Sarah-Jayne Gratton (born 1966 in Cambridge, England) is a producer, author and a former theatre performer.

==Early life==
Gratton attended the Shrubbery school and the King Slocombe Stage school in Cambridge, which led to her appearance on BBC Look East, a regional television talent show in the late 1970s. From there, Gratton went on to perform at the Cambridge Arts Theatre, the Prince of Wales Theatre, London and Caesar's Palace, Luton in the early 1980s.

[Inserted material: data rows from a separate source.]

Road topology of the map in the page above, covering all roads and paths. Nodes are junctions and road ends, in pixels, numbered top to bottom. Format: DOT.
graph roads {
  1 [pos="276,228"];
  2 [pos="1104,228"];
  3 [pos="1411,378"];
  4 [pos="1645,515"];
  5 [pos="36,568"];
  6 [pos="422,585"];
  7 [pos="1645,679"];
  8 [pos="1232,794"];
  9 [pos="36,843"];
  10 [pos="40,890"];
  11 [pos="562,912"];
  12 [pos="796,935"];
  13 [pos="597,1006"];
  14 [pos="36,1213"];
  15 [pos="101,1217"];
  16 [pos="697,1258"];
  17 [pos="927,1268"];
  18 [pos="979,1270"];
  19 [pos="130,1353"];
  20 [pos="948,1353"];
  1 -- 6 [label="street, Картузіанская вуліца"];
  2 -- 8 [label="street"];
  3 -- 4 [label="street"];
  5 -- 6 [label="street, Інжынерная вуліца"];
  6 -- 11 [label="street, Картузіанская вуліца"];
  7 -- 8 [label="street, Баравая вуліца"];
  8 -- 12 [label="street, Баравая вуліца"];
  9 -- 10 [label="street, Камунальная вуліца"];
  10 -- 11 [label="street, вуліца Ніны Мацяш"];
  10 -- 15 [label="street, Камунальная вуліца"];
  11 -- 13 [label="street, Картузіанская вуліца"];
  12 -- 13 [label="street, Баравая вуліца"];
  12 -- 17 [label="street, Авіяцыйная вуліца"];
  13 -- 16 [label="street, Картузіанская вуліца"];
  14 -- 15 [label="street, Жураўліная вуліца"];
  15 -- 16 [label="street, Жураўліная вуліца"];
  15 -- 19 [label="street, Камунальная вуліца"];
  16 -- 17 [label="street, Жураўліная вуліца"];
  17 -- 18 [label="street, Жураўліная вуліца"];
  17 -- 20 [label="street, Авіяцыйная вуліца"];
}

A former actress, Gratton was a columnist for Women's Business Magazine (Teallach Publications Ltd.) in the late 1990s and was elected as President of the Women in Business Society for both UK and Europe in 2000.

==Current activities==
Gratton has since become an influential social media persona, speaker and writer, being a contributor to Social Media Today and other publications including In-Spires Lifestyle Magazine and blogcritics.org.

==Personal life==
Gratton is married to the author and columnist Dean Anthony Gratton.

==List of works==
- Playing God with Artificial Intelligence: Could Our Greatest Creation Lead to Our Final Downfall?, Camden Media, 2024 (ISBN 2361226936)
- Follow Me! Creating a Personal Brand with Twitter, John Wiley & Sons, 2012 (ISBN 1118336348)
- Zero to 100,000: Social Media Tips and Tricks for Small Businesses, Que (an imprint of Pearson Education), 2011 (ISBN 0789748002)
- Marketing Wireless Products, Butterworth–Heinemann (an imprint of Elsevier), 2004 (ISBN 075065936X)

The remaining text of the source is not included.